The first thing Naylor had done was set in motion the legal wheels which would keep Charley’s substantial inheritance from being squandered by his newfound family. When that hadn’t proved to be necessary—Charley’s father’s family turned out to be as well off—stinking rich, to put a point on it—as his mother’s, “Uncle Allan,” as Naylor had quickly become, now turned his efforts into getting Charley into the Long Gray Line. His father’s Medal of Honor gave him a pass into West Point, and at West Point he would be imbued with the duty, honor, country philosophy which had guided Naylor all of his life.
A. Franklin Lammelle knew that that had almost—but not quite—turned out the way Naylor had planned.
Charley had graduated from the Military Academy toward the top of his class and been commissioned into Armor. Five generations of generals named Naylor had been Cavalry and then Armored officers.
The Naylor plan for Carlos G. Castillo was working. Most of Naylor’s plans for anything worked; he was by then already a three-star general, and serving as General “Stormin’” Norman Schwarzkopf’s operations officer for Desert Storm.

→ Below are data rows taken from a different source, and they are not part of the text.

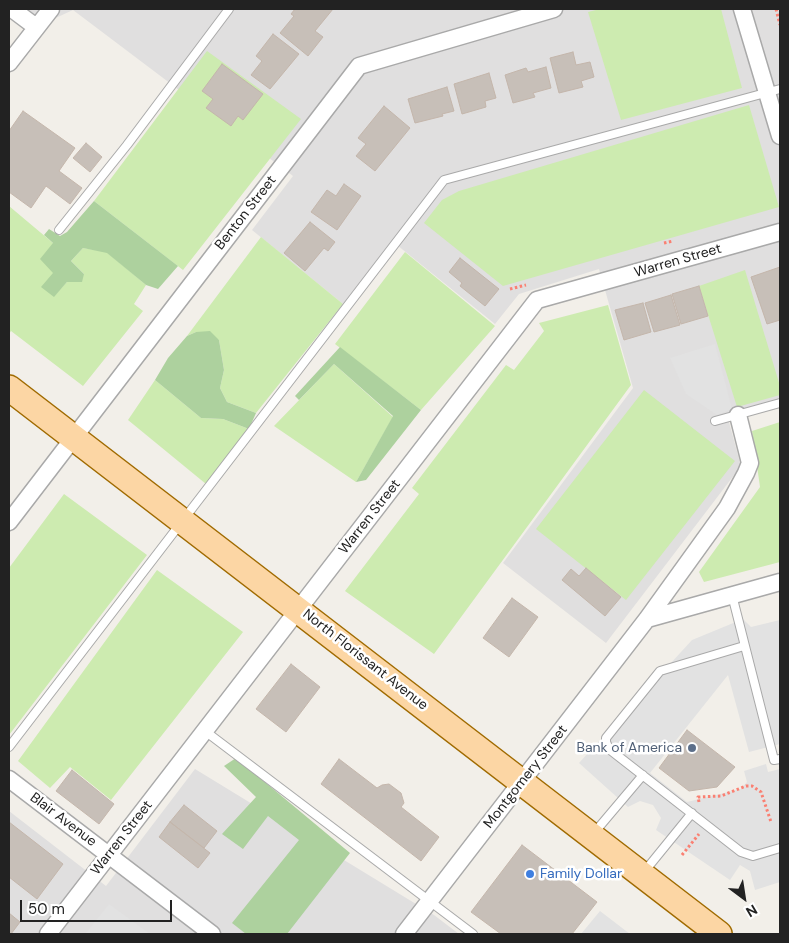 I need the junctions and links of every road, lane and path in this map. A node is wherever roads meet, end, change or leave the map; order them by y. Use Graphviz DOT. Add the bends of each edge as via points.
graph roads {
  1 [pos="12,9"];
  2 [pos="51,9"];
  3 [pos="229,9"];
  4 [pos="554,9"];
  5 [pos="742,9"];
  6 [pos="776,9"];
  7 [pos="780,25"];
  8 [pos="36,28"];
  9 [pos="9,63"];
  10 [pos="774,91"];
  11 [pos="780,136"];
  12 [pos="59,230"];
  13 [pos="780,232"];
  14 [pos="9,388"];
  15 [pos="780,403"];
  16 [pos="738,415"];
  17 [pos="715,421"];
  18 [pos="74,438"];
  19 [pos="183,521"];
  20 [pos="9,522"];
  21 [pos="780,582"];
  22 [pos="732,595"];
  23 [pos="299,610"];
  24 [pos="647,619"];
  25 [pos="744,646"];
  26 [pos="205,730"];
  27 [pos="9,747"];
  28 [pos="780,759"];
  29 [pos="643,775"];
  30 [pos="9,778"];
  31 [pos="522,782"];
  32 [pos="692,814"];
  33 [pos="701,821"];
  34 [pos="771,822"];
  35 [pos="592,836"];
  36 [pos="780,848"];
  37 [pos="109,855"];
  38 [pos="682,855"];
  39 [pos="642,874"];
  40 [pos="430,901"];
  41 [pos="48,934"];
  42 [pos="212,934"];
  43 [pos="404,934"];
  44 [pos="473,934"];
  45 [pos="719,934"];
  1 -- 8 [label="street"];
  2 -- 8 [label="street"];
  3 -- 12 [label="lane"];
  4 -- 18 [label="street, Benton Street" via="359,66"];
  5 -- 10 [label="street"];
  6 -- 7 [label="path"];
  8 -- 9 [label="street"];
  10 -- 11 [label="street"];
  10 -- 19 [label="lane" via="444,180"];
  13 -- 23 [label="street, Warren Street" via="537,300"];
  14 -- 18 [label="main road, North Florissant Avenue"];
  15 -- 16 [label="lane"];
  16 -- 17 [label="lane"];
  16 -- 24 [label="street, Montgomery Street" via="750,463 746,473 727,508"];
  18 -- 19 [label="main road, North Florissant Avenue"];
  18 -- 20 [label="street, Benton Street"];
  19 -- 23 [label="main road, North Florissant Avenue"];
  19 -- 27 [label="lane"];
  21 -- 22 [label="street"];
  22 -- 24 [label="street"];
  22 -- 25 [label="lane"];
  23 -- 26 [label="street, Warren Street"];
  23 -- 31 [label="main road, North Florissant Avenue"];
  24 -- 31 [label="street, Montgomery Street"];
  25 -- 28 [label="lane" via="774,760"];
  25 -- 29 [label="lane" via="660,671 606,738 609,749"];
  26 -- 37 [label="street, Warren Street"];
  26 -- 40 [label="lane"];
  29 -- 32 [label="lane"];
  29 -- 35 [label="lane"];
  30 -- 37 [label="street, Blair Avenue"];
  31 -- 35 [label="main road, North Florissant Avenue"];
  31 -- 40 [label="street, Montgomery Street"];
  32 -- 33 [label="lane"];
  32 -- 39 [label="lane"];
  33 -- 34 [label="path" via="698,797 721,796 752,786 761,792"];
  33 -- 36 [label="lane" via="748,855"];
  33 -- 38 [label="path" via="702,829"];
  35 -- 39 [label="main road, North Florissant Avenue"];
  37 -- 41 [label="street, Warren Street"];
  37 -- 42 [label="street, Blair Avenue"];
  39 -- 45 [label="main road, North Florissant Avenue"];
  40 -- 43 [label="street, Montgomery Street"];
  40 -- 44 [label="lane"];
}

But then the plan went off the tracks.
Some publicity conscious brass hats had decided it would be good public relations if the son of a MOH helicopter pilot also flew as a helicopter pilot in the upcoming Desert War I. A training slot at Fort Rucker “was found” for him, and Castillo was sent there to learn how to fly the Bell HU-1 helicopter. On his second day at the aviation school, it was learned that not only did Castillo already know how to fly but had more than 230 hours as pilot-in-command of the twin-engine version Huey. One of the subsidiaries of Castillo Enterprises was Castillo Aviation, which serviced oil wells in the Gulf of Mexico. Castillo had begun flying for C
astillo Aviation as soon as he acquired his commercial rotary wing pilot’s license, which he had done when he was sixteen and a high school junior.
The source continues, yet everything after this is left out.